ABOUT THIS TASK: Among the entries, which lines carry the string "Shaarawy"? Copy each of them.

(Stored data entries)
--

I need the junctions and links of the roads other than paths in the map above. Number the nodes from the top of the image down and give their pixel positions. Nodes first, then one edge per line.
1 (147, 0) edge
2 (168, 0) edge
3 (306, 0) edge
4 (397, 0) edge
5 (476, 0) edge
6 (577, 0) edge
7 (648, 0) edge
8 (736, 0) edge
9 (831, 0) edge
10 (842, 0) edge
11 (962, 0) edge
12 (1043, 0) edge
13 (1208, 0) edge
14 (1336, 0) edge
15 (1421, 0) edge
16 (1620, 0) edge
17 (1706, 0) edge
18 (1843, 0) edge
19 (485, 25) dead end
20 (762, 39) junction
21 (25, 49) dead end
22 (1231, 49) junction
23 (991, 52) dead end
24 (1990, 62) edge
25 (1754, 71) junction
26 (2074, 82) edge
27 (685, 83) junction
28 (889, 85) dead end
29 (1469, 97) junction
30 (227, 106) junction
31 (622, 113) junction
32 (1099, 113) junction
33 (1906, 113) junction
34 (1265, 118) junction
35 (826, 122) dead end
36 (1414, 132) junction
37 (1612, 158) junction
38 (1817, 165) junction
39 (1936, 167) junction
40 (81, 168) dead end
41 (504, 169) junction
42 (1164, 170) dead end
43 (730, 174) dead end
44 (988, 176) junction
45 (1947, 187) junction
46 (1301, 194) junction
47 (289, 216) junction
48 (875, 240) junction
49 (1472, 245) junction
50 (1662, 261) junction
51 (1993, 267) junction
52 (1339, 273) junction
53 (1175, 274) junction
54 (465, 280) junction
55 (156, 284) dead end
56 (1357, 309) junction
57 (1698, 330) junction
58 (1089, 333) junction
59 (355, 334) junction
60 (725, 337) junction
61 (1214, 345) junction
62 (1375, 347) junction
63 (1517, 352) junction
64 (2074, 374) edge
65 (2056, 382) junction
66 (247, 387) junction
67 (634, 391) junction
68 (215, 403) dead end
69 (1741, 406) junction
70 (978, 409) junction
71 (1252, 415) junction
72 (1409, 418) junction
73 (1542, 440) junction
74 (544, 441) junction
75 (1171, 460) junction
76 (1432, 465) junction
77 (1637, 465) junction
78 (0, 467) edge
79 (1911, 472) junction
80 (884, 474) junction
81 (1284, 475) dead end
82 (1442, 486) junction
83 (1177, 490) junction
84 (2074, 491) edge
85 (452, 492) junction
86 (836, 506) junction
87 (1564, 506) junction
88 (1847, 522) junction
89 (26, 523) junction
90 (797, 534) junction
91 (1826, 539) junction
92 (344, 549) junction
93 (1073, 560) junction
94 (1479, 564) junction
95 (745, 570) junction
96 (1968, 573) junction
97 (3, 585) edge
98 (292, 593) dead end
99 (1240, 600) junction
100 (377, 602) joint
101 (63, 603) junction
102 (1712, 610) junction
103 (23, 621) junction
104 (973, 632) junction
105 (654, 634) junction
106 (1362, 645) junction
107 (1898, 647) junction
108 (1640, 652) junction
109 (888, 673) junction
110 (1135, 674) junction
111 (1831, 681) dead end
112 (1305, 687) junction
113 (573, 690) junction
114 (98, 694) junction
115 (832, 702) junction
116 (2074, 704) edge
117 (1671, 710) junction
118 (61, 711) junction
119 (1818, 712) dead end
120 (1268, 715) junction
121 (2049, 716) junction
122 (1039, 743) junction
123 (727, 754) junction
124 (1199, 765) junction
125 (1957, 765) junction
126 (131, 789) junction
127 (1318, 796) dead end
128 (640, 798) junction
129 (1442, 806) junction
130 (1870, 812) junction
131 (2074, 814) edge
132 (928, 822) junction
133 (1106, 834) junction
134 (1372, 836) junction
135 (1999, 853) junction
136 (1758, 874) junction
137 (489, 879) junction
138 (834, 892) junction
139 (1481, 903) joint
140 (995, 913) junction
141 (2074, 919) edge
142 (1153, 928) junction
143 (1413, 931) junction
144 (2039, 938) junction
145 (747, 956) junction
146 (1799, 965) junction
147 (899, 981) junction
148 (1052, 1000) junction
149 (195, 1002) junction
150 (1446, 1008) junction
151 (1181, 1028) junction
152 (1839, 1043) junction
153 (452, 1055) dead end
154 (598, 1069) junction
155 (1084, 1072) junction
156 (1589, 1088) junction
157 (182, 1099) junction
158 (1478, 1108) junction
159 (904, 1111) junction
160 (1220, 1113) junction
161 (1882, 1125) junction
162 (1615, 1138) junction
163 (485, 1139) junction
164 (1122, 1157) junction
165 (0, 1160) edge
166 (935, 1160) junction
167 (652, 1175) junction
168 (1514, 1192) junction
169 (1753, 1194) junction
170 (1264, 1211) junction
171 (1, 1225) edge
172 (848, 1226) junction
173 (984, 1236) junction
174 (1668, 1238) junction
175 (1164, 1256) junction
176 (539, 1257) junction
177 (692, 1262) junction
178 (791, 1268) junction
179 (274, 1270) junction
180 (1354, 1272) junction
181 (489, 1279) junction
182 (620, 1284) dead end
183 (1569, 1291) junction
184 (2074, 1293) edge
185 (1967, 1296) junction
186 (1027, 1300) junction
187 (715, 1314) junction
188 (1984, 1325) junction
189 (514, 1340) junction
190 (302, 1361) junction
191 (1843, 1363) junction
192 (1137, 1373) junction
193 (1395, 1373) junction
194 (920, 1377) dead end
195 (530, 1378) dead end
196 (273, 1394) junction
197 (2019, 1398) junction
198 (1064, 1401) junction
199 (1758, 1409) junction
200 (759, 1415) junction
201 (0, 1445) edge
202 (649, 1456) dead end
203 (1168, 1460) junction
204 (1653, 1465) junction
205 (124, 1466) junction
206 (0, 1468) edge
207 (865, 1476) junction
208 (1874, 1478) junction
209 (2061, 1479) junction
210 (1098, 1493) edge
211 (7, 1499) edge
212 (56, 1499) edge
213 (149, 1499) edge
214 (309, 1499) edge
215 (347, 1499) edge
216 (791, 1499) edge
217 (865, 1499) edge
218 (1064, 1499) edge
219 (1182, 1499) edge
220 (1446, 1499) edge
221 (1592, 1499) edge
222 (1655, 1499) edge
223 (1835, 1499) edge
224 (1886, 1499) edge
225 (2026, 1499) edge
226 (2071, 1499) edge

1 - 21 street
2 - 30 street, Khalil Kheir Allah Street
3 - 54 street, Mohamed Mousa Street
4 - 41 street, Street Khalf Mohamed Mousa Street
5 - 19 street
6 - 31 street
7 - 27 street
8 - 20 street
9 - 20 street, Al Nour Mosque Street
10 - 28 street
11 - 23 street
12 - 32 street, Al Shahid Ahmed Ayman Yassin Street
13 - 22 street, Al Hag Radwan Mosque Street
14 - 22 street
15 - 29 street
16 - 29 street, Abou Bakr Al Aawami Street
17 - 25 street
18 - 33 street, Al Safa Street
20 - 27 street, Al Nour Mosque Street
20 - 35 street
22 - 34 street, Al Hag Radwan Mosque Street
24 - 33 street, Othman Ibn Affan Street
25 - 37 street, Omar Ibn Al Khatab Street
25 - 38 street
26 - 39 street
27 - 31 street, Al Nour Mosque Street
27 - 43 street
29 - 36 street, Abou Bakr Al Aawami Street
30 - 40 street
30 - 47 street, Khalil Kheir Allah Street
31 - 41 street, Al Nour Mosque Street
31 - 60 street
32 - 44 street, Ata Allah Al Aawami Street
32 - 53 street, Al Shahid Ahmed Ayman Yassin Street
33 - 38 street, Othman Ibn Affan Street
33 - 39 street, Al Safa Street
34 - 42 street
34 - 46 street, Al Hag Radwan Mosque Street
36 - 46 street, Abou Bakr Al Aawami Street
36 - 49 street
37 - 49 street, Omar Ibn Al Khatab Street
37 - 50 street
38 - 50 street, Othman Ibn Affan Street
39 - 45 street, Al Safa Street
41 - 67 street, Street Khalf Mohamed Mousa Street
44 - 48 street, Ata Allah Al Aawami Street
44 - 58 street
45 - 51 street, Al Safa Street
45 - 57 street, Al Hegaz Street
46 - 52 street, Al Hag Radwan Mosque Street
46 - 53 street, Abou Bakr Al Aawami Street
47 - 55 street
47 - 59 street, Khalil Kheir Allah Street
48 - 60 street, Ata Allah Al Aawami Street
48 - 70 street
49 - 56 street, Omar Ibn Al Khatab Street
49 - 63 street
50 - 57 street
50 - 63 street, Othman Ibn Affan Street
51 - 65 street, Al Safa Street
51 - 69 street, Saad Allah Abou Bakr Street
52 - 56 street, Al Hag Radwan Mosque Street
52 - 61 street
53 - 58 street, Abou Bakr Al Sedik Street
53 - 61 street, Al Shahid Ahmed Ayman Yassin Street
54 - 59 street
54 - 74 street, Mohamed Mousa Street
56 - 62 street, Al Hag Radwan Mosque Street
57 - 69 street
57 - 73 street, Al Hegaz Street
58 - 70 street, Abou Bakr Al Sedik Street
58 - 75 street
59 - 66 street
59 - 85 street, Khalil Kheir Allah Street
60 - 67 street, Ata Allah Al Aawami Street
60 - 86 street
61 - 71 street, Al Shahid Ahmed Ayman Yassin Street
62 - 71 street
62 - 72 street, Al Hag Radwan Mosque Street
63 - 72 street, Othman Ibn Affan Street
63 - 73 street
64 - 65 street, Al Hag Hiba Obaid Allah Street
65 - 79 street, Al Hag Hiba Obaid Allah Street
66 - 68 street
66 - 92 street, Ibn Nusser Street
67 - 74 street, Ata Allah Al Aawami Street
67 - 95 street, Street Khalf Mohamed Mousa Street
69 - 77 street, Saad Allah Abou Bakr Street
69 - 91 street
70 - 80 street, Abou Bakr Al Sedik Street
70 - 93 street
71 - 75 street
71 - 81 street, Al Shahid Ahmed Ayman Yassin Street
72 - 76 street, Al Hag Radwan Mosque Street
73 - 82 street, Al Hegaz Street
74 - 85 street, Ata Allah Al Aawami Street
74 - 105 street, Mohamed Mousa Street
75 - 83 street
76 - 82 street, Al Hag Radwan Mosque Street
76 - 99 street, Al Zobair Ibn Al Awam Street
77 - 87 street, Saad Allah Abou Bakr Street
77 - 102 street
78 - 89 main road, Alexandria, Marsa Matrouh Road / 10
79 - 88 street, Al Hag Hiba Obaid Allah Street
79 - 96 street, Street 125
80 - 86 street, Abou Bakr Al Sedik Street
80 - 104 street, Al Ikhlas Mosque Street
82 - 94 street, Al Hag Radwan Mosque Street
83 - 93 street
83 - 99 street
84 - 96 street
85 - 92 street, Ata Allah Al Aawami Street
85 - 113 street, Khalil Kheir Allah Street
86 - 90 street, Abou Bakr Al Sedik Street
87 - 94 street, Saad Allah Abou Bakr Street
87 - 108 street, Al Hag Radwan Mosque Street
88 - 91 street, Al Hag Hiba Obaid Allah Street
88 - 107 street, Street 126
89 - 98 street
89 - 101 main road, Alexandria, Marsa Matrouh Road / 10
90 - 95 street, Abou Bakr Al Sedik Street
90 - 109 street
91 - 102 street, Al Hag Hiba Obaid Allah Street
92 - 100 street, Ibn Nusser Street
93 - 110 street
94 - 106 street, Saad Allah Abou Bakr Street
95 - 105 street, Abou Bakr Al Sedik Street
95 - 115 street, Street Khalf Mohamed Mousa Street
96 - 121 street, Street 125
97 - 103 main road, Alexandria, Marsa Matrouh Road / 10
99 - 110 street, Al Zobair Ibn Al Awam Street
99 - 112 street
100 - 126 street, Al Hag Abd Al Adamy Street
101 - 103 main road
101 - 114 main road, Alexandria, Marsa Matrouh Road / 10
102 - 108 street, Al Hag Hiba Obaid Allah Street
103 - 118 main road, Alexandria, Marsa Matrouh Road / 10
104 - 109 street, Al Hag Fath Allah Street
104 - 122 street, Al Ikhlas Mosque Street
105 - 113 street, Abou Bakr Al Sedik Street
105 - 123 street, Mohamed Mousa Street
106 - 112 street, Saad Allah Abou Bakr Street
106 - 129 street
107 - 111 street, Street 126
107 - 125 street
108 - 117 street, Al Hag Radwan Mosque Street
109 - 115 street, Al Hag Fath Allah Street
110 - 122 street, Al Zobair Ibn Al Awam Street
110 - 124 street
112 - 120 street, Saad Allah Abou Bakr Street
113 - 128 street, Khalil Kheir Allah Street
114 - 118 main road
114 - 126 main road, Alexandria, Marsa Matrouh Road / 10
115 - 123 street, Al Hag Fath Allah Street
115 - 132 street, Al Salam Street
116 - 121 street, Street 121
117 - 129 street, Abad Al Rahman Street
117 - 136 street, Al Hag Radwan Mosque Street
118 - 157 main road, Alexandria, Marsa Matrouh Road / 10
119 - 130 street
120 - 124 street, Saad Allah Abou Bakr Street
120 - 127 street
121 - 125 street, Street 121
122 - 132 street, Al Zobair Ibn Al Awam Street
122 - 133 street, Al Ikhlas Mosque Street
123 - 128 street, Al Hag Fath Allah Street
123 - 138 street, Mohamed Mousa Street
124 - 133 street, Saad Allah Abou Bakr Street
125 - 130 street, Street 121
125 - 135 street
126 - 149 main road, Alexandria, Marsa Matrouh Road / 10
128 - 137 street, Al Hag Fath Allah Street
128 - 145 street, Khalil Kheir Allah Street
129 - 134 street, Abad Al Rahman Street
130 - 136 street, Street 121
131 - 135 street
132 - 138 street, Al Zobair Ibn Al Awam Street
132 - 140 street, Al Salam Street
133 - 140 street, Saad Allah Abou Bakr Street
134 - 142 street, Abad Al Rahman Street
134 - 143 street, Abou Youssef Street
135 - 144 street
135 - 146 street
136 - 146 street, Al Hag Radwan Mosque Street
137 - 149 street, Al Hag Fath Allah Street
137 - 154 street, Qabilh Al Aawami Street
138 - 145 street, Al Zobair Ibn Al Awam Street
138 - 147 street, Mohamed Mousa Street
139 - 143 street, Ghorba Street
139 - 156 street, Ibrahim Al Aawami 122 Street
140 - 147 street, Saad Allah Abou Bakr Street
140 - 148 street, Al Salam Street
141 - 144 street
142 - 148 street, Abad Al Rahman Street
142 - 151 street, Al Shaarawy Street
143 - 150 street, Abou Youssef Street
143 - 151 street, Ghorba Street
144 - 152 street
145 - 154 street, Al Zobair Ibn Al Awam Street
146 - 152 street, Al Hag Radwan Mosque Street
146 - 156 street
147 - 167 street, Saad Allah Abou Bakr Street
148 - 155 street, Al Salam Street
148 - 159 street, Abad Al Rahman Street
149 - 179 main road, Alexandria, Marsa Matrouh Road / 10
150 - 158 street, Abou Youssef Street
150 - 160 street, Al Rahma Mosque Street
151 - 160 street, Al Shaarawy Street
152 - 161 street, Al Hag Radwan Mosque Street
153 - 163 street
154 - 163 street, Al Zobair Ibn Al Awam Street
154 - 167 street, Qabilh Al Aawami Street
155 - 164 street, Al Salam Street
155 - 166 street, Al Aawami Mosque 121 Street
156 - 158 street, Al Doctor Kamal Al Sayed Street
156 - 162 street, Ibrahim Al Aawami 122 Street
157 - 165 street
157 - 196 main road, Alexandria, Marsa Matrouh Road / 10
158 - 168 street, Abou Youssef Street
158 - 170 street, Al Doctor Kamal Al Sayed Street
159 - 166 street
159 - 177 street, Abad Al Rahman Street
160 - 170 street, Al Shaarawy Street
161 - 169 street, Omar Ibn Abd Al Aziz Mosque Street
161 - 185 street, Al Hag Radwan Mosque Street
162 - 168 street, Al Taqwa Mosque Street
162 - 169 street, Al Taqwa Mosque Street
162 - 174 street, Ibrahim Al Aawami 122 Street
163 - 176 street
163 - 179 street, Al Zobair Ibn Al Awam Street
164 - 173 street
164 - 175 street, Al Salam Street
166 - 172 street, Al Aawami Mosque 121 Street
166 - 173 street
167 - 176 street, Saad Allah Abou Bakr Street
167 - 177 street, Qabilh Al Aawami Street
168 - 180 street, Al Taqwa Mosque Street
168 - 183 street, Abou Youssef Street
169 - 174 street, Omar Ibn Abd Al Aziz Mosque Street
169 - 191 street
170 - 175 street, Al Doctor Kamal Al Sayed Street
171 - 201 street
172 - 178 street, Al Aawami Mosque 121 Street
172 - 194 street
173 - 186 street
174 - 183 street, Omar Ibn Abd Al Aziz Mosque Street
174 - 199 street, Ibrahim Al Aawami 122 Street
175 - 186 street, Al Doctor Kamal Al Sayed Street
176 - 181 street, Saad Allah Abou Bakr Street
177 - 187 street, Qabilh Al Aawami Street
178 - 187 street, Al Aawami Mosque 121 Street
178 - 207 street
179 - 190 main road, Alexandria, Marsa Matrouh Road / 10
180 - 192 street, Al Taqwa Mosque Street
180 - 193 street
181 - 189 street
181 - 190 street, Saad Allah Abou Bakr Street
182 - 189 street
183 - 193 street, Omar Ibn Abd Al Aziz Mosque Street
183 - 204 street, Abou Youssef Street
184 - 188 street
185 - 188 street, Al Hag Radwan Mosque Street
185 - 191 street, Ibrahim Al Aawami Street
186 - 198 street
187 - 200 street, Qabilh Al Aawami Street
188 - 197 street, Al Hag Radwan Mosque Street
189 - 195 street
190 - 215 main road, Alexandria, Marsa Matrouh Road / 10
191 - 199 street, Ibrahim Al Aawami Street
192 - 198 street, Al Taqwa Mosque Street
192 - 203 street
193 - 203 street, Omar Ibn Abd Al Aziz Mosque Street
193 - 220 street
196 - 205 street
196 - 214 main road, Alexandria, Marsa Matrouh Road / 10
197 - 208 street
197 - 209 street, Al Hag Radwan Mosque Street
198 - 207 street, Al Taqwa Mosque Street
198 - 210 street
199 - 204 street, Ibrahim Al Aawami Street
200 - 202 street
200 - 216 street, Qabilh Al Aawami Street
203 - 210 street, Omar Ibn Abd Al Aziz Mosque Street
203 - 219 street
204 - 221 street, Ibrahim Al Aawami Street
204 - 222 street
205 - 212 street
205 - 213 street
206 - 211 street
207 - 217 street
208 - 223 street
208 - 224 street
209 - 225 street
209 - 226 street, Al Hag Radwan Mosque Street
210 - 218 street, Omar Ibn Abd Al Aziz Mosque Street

--

ANSWER TO THIS EXERCISE:
142 - 151 street, Al Shaarawy Street
151 - 160 street, Al Shaarawy Street
160 - 170 street, Al Shaarawy Street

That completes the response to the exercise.